A recent request was for a copy of the contract with the Town's animal control provider, and another requested a year's worth of utility bills, presumably from people who want to bid for those contracts.  Code/Planning/ZBA Clerk Rachel Jacobsen says there are occasional requests for paperwork on code violations.  She noted that her office often asks people requesting information to make a formal FOIL request so it can be fulfilled according to the lawful procedure.  Again, the requests are rare - Jacobsen says the Codes Office only gets two or three per year.

Regardless, Krogh says the new law will spell out FOIL procedures and align them to the Clerk's Office staffing and current practices.  Krogh said that both the Town Clerk and her deputy should be designated as Records Management Officer both to consolidate the record access officers and to have a single clearing house in the town government for FOIL requests.

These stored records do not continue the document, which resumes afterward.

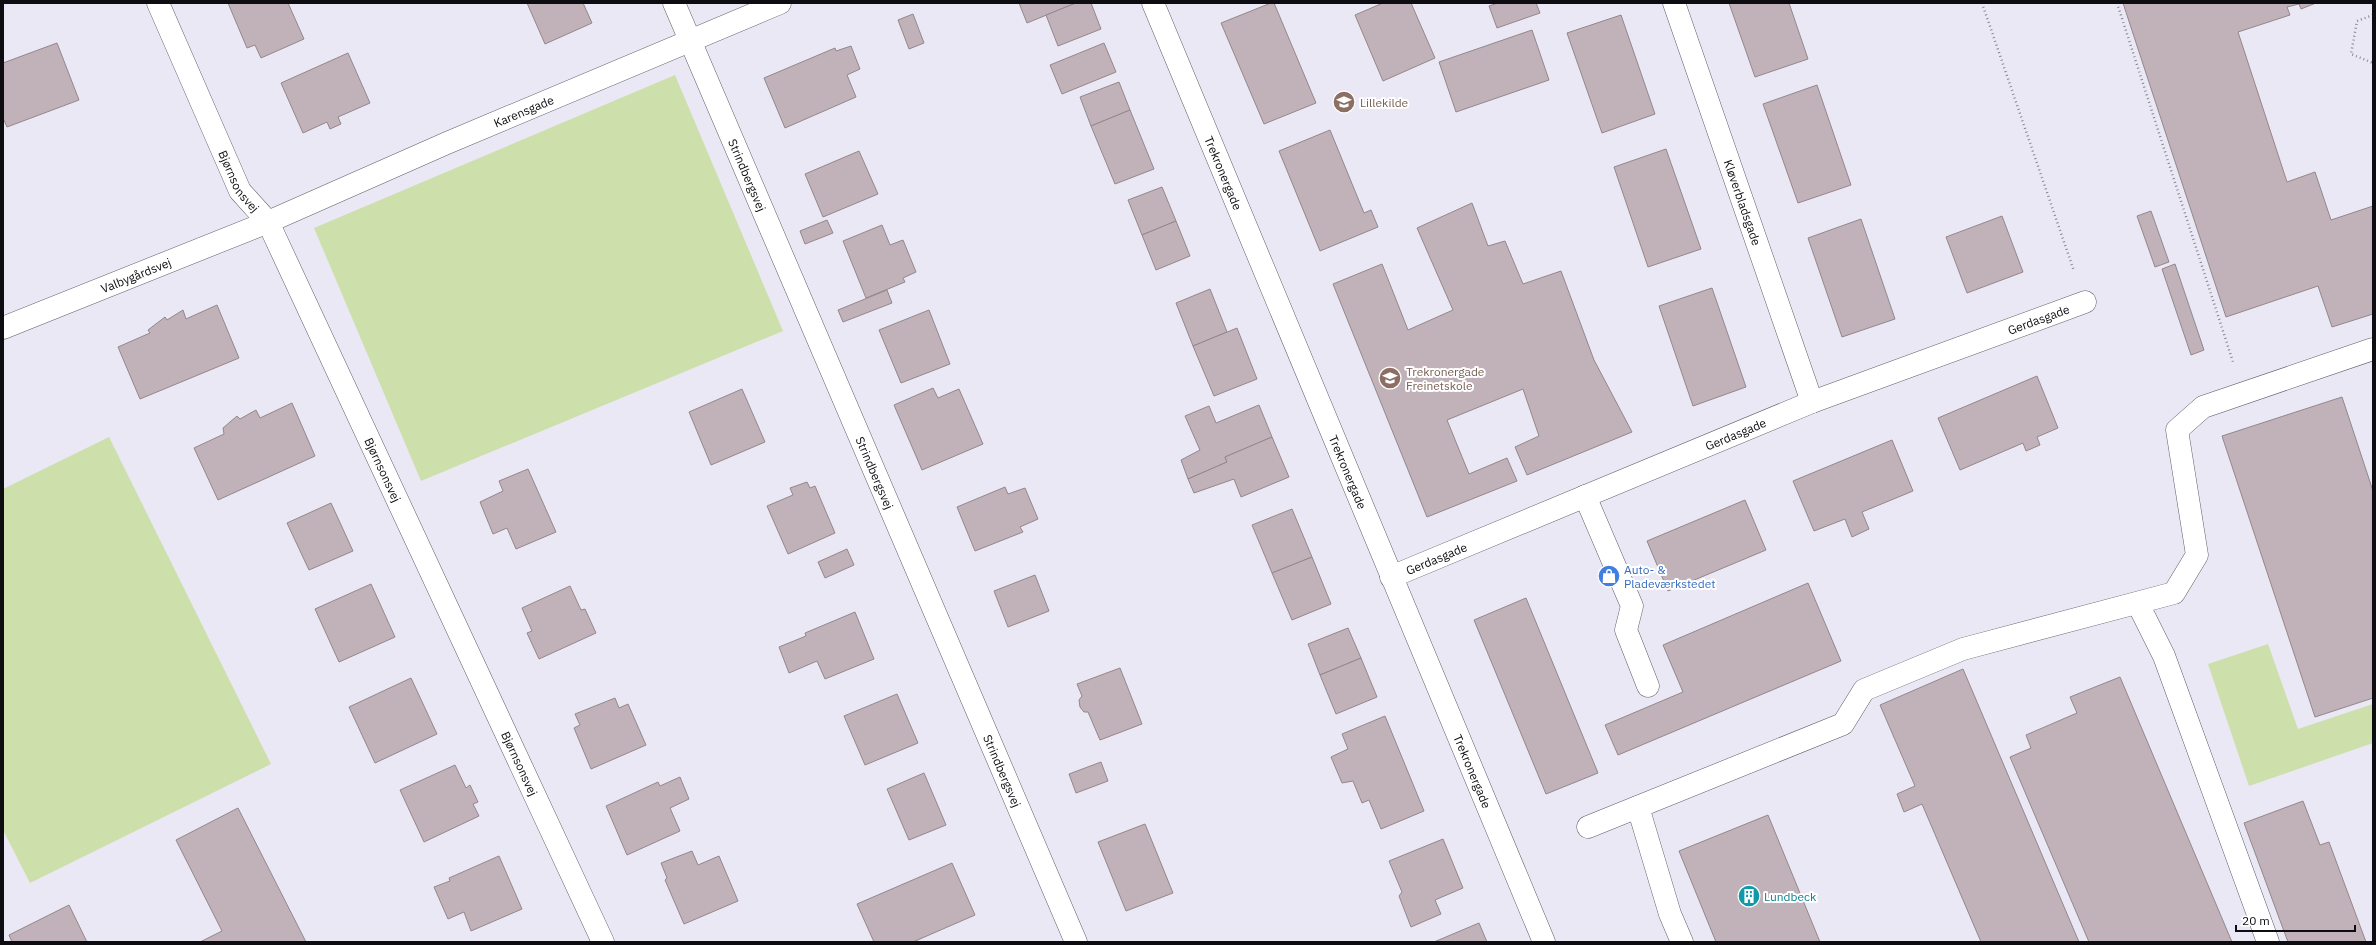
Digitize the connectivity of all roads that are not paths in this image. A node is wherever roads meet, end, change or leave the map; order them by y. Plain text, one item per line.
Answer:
1 (158, 3) edge
2 (674, 3) edge
3 (780, 3) edge
4 (1153, 3) edge
5 (1674, 3) edge
6 (690, 40) junction
7 (268, 222) junction
8 (2085, 302) road end
9 (3, 328) edge
10 (2373, 349) edge
11 (1812, 402) junction
12 (1585, 496) junction
13 (1391, 577) junction
14 (2138, 604) junction
15 (1648, 686) dead end
16 (1638, 807) junction
17 (1588, 827) dead end
18 (603, 942) edge
19 (1076, 942) edge
20 (1544, 942) edge
21 (1682, 942) edge
22 (2268, 942) edge

1 - 7 street, Bjørnsonsvej
2 - 6 street, Strindbergsvej
3 - 6 street, Karensgade
4 - 13 street, Trekronergade
5 - 11 street, Kløverbladsgade
6 - 7 street, Karensgade
6 - 19 street, Strindbergsvej
7 - 9 street, Valbygårdsvej
7 - 18 street, Bjørnsonsvej
8 - 11 street, Gerdasgade
10 - 14 street
11 - 12 street, Gerdasgade
12 - 13 street, Gerdasgade
12 - 15 street
13 - 20 street, Trekronergade
14 - 16 street
14 - 22 street
16 - 17 street
16 - 21 street

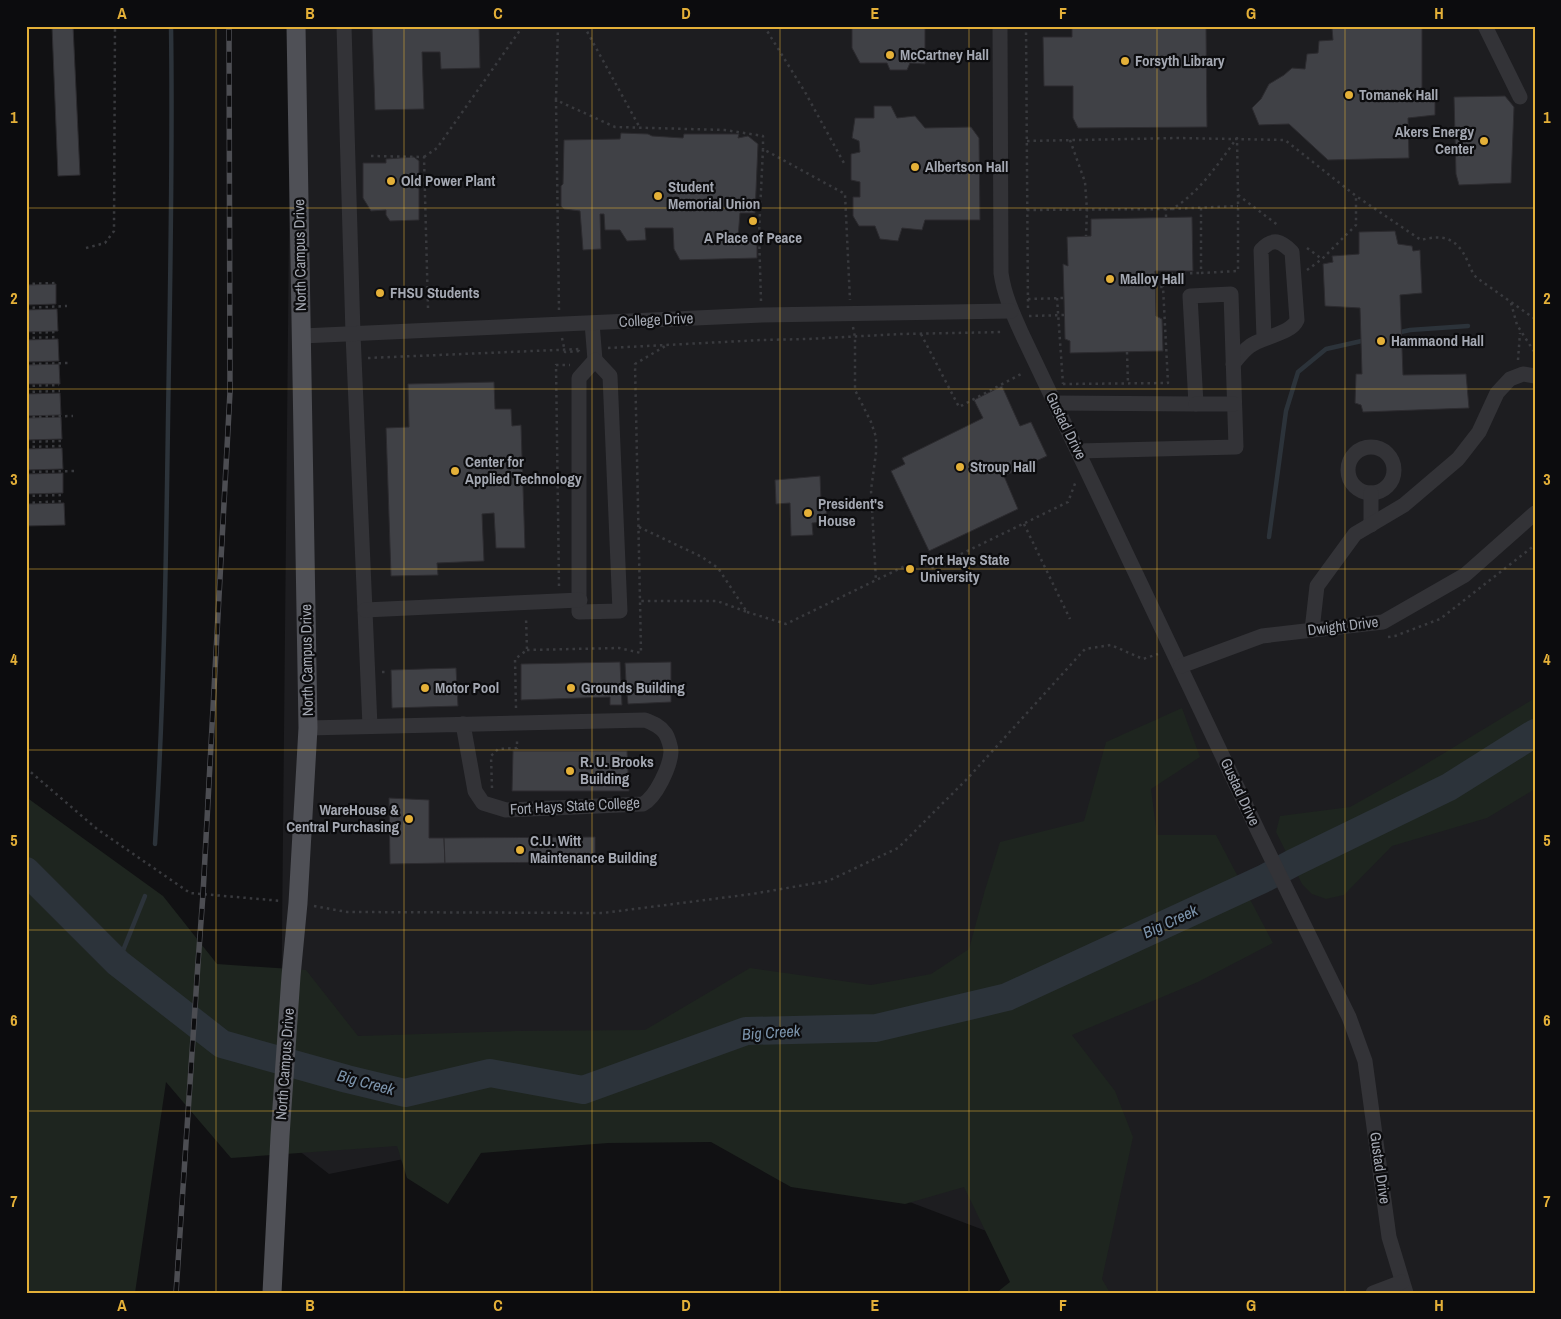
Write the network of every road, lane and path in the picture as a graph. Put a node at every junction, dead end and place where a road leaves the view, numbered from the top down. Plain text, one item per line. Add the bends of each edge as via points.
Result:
1 (115, 26) edge
2 (296, 26) edge
3 (344, 26) edge
4 (523, 26) edge
5 (558, 26) edge
6 (584, 26) edge
7 (764, 26) edge
8 (1000, 26) edge
9 (1026, 26) edge
10 (1484, 26) edge
11 (1520, 97) dead end
12 (556, 100) junction
13 (640, 128) junction
14 (1237, 138) junction
15 (1070, 140) junction
16 (1027, 141) junction
17 (763, 148) dead end
18 (371, 156) dead end
19 (424, 157) junction
20 (845, 165) dead end
21 (1238, 196) junction
22 (1356, 196) junction
23 (1238, 206) junction
24 (1201, 208) junction
25 (1166, 209) junction
26 (1172, 209) junction
27 (1027, 210) junction
28 (1087, 210) junction
29 (1166, 217) dead end
30 (1283, 230) dead end
31 (1086, 236) dead end
32 (1305, 247) dead end
33 (86, 248) dead end
34 (1202, 273) junction
35 (56, 283) dead end
36 (26, 284) edge
37 (1155, 287) dead end
38 (1164, 287) junction
39 (1028, 298) junction
40 (1057, 298) junction
41 (1064, 298) dead end
42 (1511, 302) junction
43 (67, 306) dead end
44 (26, 308) edge
45 (428, 308) dead end
46 (1011, 311) junction
47 (1058, 315) junction
48 (1065, 315) dead end
49 (1028, 316) junction
50 (1535, 319) edge
51 (592, 323) junction
52 (559, 325) junction
53 (58, 332) dead end
54 (1021, 332) junction
55 (1520, 332) junction
56 (26, 333) edge
57 (37, 333) junction
58 (354, 334) junction
59 (921, 334) junction
60 (302, 336) junction
61 (58, 337) dead end
62 (26, 338) edge
63 (38, 338) junction
64 (1264, 338) junction
65 (668, 344) junction
66 (564, 349) junction
67 (1127, 352) dead end
68 (1535, 353) edge
69 (589, 355) junction
70 (354, 358) junction
71 (70, 362) dead end
72 (1518, 362) dead end
73 (26, 364) edge
74 (1234, 364) junction
75 (572, 365) dead end
76 (1023, 373) dead end
77 (1535, 376) edge
78 (1056, 384) dead end
79 (1063, 384) junction
80 (1128, 384) junction
81 (26, 386) edge
82 (40, 386) junction
83 (60, 386) dead end
84 (60, 391) dead end
85 (26, 392) edge
86 (40, 392) junction
87 (1055, 403) junction
88 (1196, 404) junction
89 (1234, 404) junction
90 (73, 416) dead end
91 (26, 417) edge
92 (42, 441) junction
93 (62, 441) dead end
94 (26, 442) edge
95 (62, 446) dead end
96 (26, 447) edge
97 (43, 447) junction
98 (1078, 451) junction
99 (76, 471) dead end
100 (26, 472) edge
101 (1076, 480) dead end
102 (1371, 493) dead end
103 (64, 495) dead end
104 (26, 496) edge
105 (45, 496) junction
106 (64, 501) dead end
107 (45, 502) junction
108 (26, 503) edge
109 (1535, 513) edge
110 (1024, 524) junction
111 (1371, 525) junction
112 (639, 527) junction
113 (1535, 546) edge
114 (559, 590) dead end
115 (580, 600) junction
116 (640, 601) junction
117 (365, 610) junction
118 (747, 612) junction
119 (1070, 619) dead end
120 (1312, 630) junction
121 (1386, 637) dead end
122 (1172, 648) junction
123 (527, 650) dead end
124 (1181, 666) junction
125 (376, 668) dead end
126 (388, 672) dead end
127 (463, 724) junction
128 (370, 726) junction
129 (308, 728) junction
130 (26, 768) edge
131 (298, 903) junction
132 (1404, 1287) edge
133 (272, 1293) edge
134 (1373, 1293) edge

1 - 33 path via 114,231 105,243
2 - 60 main road, North Campus Drive
3 - 58 street
4 - 19 path via 436,148
5 - 12 path
6 - 13 path
7 - 20 path
8 - 46 street, Gustad Drive via 1001,273
9 - 16 path
10 - 11 street
12 - 13 path via 615,127
12 - 52 path
13 - 17 path via 725,130 763,136
14 - 15 path
14 - 21 path
14 - 22 path via 1285,140
14 - 26 path via 1192,194
15 - 16 path
15 - 28 path via 1085,182
16 - 27 path
18 - 19 path
19 - 45 path
21 - 23 path
21 - 30 path
22 - 32 path via 1356,226 1322,258
22 - 42 path via 1421,240 1433,237 1453,241 1473,274
23 - 24 path
23 - 34 path via 1238,271
24 - 26 path
24 - 34 path
25 - 26 path
25 - 28 path
25 - 29 path
27 - 28 path
27 - 39 path
28 - 31 path
34 - 38 path via 1164,274
35 - 36 path
37 - 38 path
38 - 80 path via 1168,383
39 - 40 path
39 - 49 path
40 - 41 path
40 - 47 path
42 - 50 path
42 - 55 path
43 - 44 path
46 - 51 street, College Drive via 762,315
46 - 54 street, Gustad Drive
47 - 48 path
47 - 49 path
47 - 79 path
49 - 54 path via 1030,331
51 - 52 street, College Drive
51 - 69 street
52 - 58 street, College Drive
52 - 66 path
53 - 57 path
54 - 59 path
54 - 87 street, Gustad Drive
55 - 68 path
55 - 72 path
56 - 57 path
57 - 63 path
58 - 60 street, College Drive
58 - 70 street
59 - 65 path
59 - 76 path via 959,407
60 - 129 main road, North Campus Drive
61 - 63 path
62 - 63 path
64 - 64 street via 1289,329 1297,320 1292,252 1276,241 1266,244 1261,250
64 - 74 street via 1248,347
65 - 69 path
65 - 112 path via 636,364
66 - 69 path
66 - 69 path via 565,352 579,351
66 - 70 path
67 - 80 path
69 - 115 street via 579,378
69 - 115 street via 610,376 620,611 579,612
70 - 117 street
71 - 73 path
74 - 88 street via 1231,294 1190,296
74 - 89 street
75 - 114 path via 556,366
77 - 111 street via 1523,374 1510,379 1497,393 1479,432 1458,459 1404,505
78 - 79 path
79 - 80 path
81 - 82 path
82 - 83 path
82 - 86 path
84 - 86 path
85 - 86 path
87 - 88 street
87 - 98 street, Gustad Drive
88 - 89 street
89 - 98 street via 1236,447
90 - 91 path
92 - 93 path
92 - 94 path
92 - 97 path
95 - 97 path
96 - 97 path
98 - 122 street, Gustad Drive
99 - 100 path
101 - 110 path via 1068,502
102 - 111 street
103 - 105 path
104 - 105 path
105 - 107 path
106 - 107 path
107 - 108 path
109 - 120 street, Dwight Drive via 1465,575 1383,622
110 - 118 path via 924,572 905,566 786,624
110 - 119 path
111 - 120 street via 1355,534 1317,586
112 - 116 path
112 - 118 path via 718,568
113 - 121 path via 1440,619
115 - 117 street
116 - 118 path via 717,601
116 - 123 path via 641,653 619,648
117 - 128 street
120 - 124 street, Dwight Drive via 1262,636
122 - 124 street, Gustad Drive
122 - 131 path via 1143,659 1111,645 1085,649 968,778 898,848 828,881 603,913 347,912
124 - 132 street, Gustad Drive via 1349,1017 1365,1062 1389,1237
125 - 126 path
127 - 127 street, Fort Hays State College via 475,791 483,803 506,810 644,804 658,788 671,750 666,734 645,720
127 - 128 street, Fort Hays State College
128 - 129 street, Fort Hays State College
129 - 131 main road, North Campus Drive
130 - 131 path via 97,829 190,893
131 - 133 main road, North Campus Drive
132 - 134 street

"Because the Town Clerk is already the Records Management Officer it made sense to have the Town Clerk and the Deputy Clerk to be the administrative FOIL coordinator, so that everything comes into one central location," Munson said.  That will insure that requests go to the appropriate departments quickly, and that requests are fulfilled according to the law, as well as to provide a central tracking procedure.

Requesting information in Lansing is a simple process.  A form may be obtained from the Clerk's Office or simply downloaded from the Town Web Site (the Public Acces to Town Records law may also be downloaded there).  If the Town must make copies of documents the requester must pay 25 cents per page and postage if the material is to be mailed.  Munson says the charges can be avoided if she can email the information, or if the requester wishes to inspect the materials at the Town Hall.

If all or part of a request is denied, the form has a checklist of explanations such as an invasion of personal privacy, or the record requested doesn't exist or isn't maintained by the Town.  Request denials may be appealed in writing within 30 days of being denied.

"Some of the exceptions that appear in FOIL are pretty obvious, like HIPPA," Krogh explained.  "If there's something about someone's personal health care or something like that, obviously that has to be redacted.  If we have something that says, 'So and so wasn't at the meeting because they had hip surgery,' out it comes.  It may be public knowledge, but it's not appropriate for disclosure in a public document."

Krogh will write the law with the goal of setting a public hearing later this month, after which the Town Board will vote on whether or not to pass it into law.